I have long championed Judy Shelton for either the top spot or as a replacement for Kugler and will continue to do so. Shelton is a firm believer in a harder, sounder, somewhat asset-backed, somewhat less fiat in nature currency. As a nominee to the Board of Governors during Pres. Trump's first term, Shelton did not get through the Senate confirmation process due to those beliefs.

Often politicians do not even understand that there are less Keynesian, more Austrian styles out there and more than one method can be effective. Especially if current methods have only increased probabilities for broad, public failure. 

If those interested have not read Shelton's theories for improving the quality of US Treasury debt offerings and subsequently the quality of the U.S. dollar relative to other reserve fiats and have a mind for that sort of deep thinking, those readers are missing out on a real treat.

Trading

Cybersecurity name Fortinet FTNT was taken out to the woodshed (-22%) on Thursday. The problem is that the company is 40% to 50% through an upgrade cycle that is expected to be completed by year's end. Investors felt that the company would have generated more revenue at this stage of that cycle. This pressure took the entire group lower in sympathy, as that's what algorithms representing passive investment strategies do.

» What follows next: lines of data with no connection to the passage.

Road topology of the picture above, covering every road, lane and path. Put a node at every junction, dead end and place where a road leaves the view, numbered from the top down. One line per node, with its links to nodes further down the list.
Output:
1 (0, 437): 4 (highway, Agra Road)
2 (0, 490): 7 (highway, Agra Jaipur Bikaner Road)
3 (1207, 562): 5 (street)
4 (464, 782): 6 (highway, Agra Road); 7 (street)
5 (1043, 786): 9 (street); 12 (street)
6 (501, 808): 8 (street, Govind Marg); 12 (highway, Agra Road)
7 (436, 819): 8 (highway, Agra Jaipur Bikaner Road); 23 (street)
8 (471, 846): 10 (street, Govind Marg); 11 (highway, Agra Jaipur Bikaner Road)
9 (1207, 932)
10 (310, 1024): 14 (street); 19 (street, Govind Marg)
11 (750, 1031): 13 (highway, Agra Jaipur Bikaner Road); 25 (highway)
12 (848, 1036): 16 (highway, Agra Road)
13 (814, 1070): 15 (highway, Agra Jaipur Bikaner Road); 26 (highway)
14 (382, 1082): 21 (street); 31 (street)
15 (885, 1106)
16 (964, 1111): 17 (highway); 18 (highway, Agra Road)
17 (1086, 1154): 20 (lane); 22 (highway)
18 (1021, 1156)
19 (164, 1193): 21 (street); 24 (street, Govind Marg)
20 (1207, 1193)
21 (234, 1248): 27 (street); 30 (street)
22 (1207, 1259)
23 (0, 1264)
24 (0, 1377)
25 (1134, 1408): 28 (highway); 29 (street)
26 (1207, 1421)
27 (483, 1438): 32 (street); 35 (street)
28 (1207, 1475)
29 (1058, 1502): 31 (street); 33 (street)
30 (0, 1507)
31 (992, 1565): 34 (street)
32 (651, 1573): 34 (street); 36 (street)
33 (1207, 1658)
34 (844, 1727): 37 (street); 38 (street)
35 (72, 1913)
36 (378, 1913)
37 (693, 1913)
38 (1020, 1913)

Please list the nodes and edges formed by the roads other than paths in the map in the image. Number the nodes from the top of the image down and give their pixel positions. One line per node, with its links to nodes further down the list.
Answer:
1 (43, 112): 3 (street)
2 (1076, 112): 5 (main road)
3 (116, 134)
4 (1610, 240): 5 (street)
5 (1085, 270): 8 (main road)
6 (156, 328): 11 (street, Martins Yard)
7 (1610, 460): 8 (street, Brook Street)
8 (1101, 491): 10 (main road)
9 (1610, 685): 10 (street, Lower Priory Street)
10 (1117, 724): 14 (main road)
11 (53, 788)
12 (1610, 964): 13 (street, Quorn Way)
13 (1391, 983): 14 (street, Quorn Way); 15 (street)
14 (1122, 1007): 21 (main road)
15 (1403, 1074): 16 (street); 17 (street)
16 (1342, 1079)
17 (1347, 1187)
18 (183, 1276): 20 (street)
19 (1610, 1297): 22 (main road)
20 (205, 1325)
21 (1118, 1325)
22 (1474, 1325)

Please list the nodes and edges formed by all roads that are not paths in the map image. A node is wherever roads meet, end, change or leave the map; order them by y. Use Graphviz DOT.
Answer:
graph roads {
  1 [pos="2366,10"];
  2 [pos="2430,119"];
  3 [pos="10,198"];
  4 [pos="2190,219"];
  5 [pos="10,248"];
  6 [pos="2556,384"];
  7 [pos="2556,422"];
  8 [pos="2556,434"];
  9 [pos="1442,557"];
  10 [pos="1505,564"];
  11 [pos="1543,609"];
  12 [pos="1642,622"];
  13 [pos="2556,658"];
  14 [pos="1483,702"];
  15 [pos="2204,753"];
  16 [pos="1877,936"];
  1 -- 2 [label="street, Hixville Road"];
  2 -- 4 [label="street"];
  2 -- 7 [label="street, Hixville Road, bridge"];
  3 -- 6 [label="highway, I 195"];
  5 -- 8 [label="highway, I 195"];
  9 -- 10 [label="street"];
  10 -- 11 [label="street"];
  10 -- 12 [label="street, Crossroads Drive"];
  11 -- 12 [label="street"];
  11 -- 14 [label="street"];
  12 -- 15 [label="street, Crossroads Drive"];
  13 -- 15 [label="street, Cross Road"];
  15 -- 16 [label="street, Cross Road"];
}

As readers know, I am heavily invested in the space. As this issue is likely Fortinet-specific, I added to my long positions in CrowdStrike CRWD, Palo Alto Networks PANW and SentinelOne S on Thursday's weakness.

Overnight...

Taiwan Semiconductor TSM reported a nearly 26% year-over-year increase in July sales largely due to an acceleration in AI-capable chip sales. Taiwan Semi is the primary contract manufacturer for Nvidia NVDA, Advanced Micro Devices AMD and Apple AAPL and the investment in and expansion of Taiwan Semi's facilities in Arizona should keep all those firms out of tariff trouble with the Trump administration.

Economics 

(All Times Eastern)

1:00 p.m. - Baker Hughes Total Rig Count (Weekly): Last 540.

1:00 - Baker Hughes Oil Rig Count (Weekly): Last 410.

The Fed

(All Times Eastern)

No public appearances scheduled.

Today's Earnings Highlights 

(Consensus EPS Expectations)

Before the OpenESNT (1.71), WEN (.25)

At the time of publication, Guilfoyle was long CRWD, PANW, S, NVDA, AMD equity.